The 30 strong fleet (downloadable below) is now set up for this evening’s start (at 19.30 hrs) of the classic Liverpool YC Midnight Race to Douglas Ise of Man. This is the seventh race in the ISORA 2018 series.

After finishing the race in Douglas, the crews will then prepare for a return race on Sunday morning from Douglas to a gate finish in the middle of the Irish Sea (this is race eight in the series).

Rockabill Howth Yacht 3920Rockabill VI (Paul O'Higgins) will race in tonight's Midnight Race Seven of the ISORA series Photo:

Both races can be seen live on the ISORA YB Trackers here.
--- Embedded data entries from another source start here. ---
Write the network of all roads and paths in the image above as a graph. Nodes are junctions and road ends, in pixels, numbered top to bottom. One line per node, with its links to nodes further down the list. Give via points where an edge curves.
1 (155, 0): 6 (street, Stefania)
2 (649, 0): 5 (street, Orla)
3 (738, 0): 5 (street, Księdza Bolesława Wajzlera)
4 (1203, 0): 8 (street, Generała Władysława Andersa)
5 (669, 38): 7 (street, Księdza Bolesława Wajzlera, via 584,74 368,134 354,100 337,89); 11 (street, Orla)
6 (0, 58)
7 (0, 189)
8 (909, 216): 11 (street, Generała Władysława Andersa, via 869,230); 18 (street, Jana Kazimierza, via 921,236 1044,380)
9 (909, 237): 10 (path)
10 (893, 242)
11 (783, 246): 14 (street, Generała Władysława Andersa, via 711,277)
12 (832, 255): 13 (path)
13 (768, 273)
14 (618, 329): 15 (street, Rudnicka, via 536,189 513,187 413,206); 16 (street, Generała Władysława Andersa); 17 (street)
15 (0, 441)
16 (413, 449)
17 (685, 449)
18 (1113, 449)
Sailing Instructions are downloadable below.

The season is hotting up in the 53 boat ISORA fleet following the two coastal races last weekend. 
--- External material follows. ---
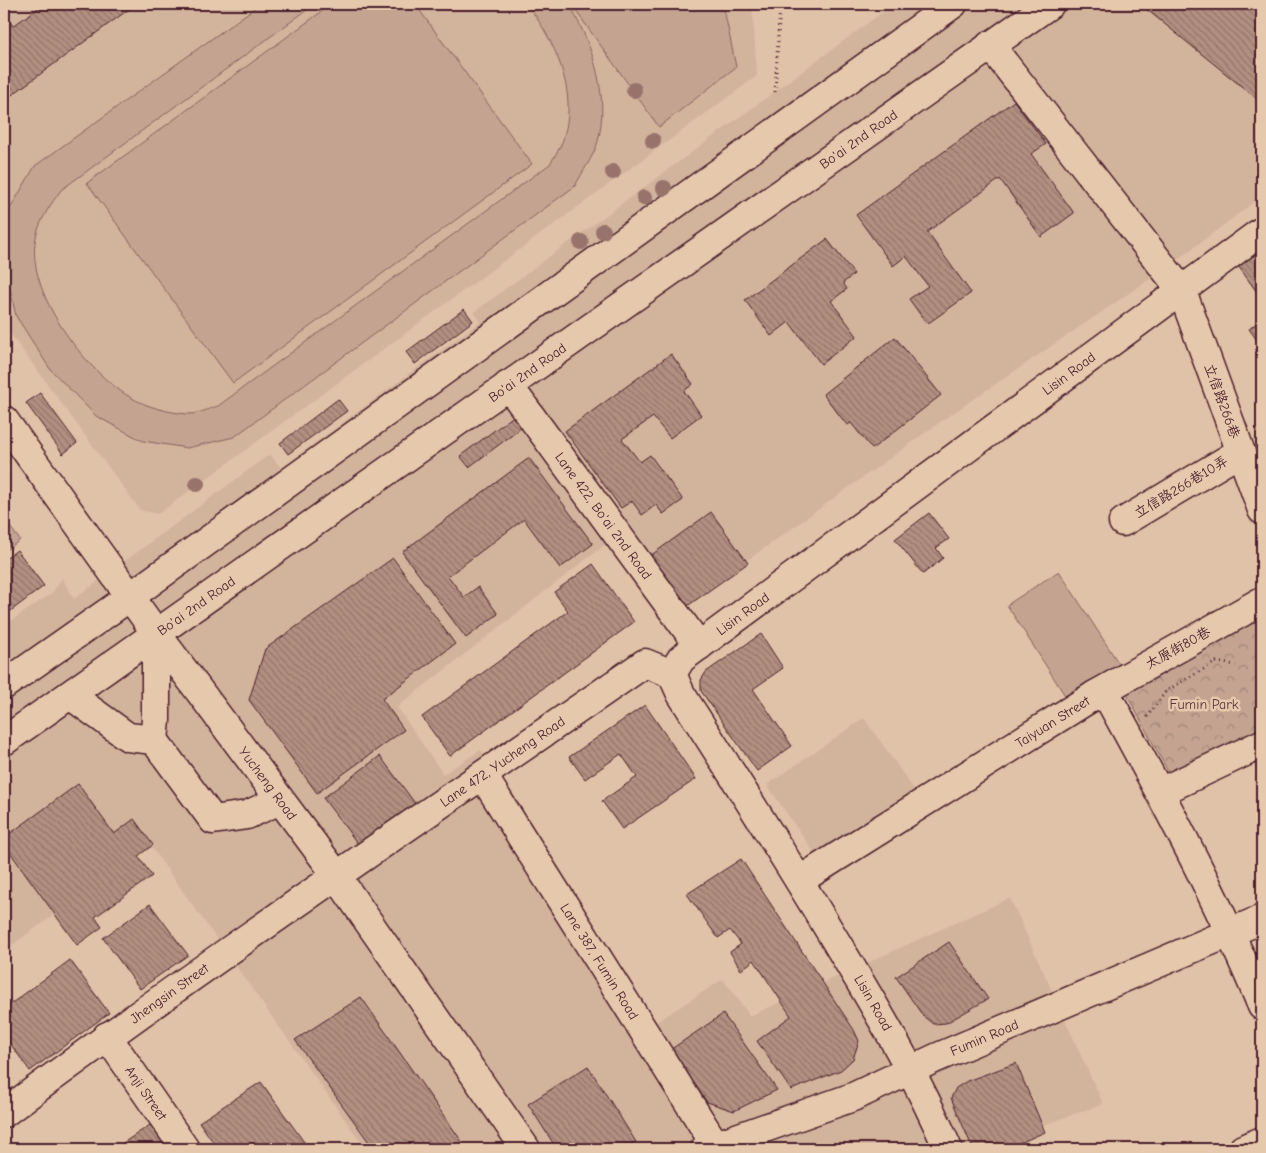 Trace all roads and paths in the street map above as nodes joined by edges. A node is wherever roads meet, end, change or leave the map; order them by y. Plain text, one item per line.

The next two races are this weekend as follows:

Race 7 - Liverpool to Douglas IOM - Midnight Race Friday Night 8th June

The race starts at 19.30 BST Friday 8th June

Course to be decided later today – either Course 1 or Course 2.

The finish line in Douglas is from a light at the pier end to the extremity of the Bay Head on the other side of the bay.

Race 8 - Douglas IOM to Finish Gate (Mid Irish Sea) Sunday 10th June

This is the “Mid Sea Race” and will start at 08.45 BST Sunday 10th June from a line at Douglas head lighthouse and end at a gate in the middle of the Irish Sea. This is made possible with the use of a virtual finish line using the ISORA YB Trackers.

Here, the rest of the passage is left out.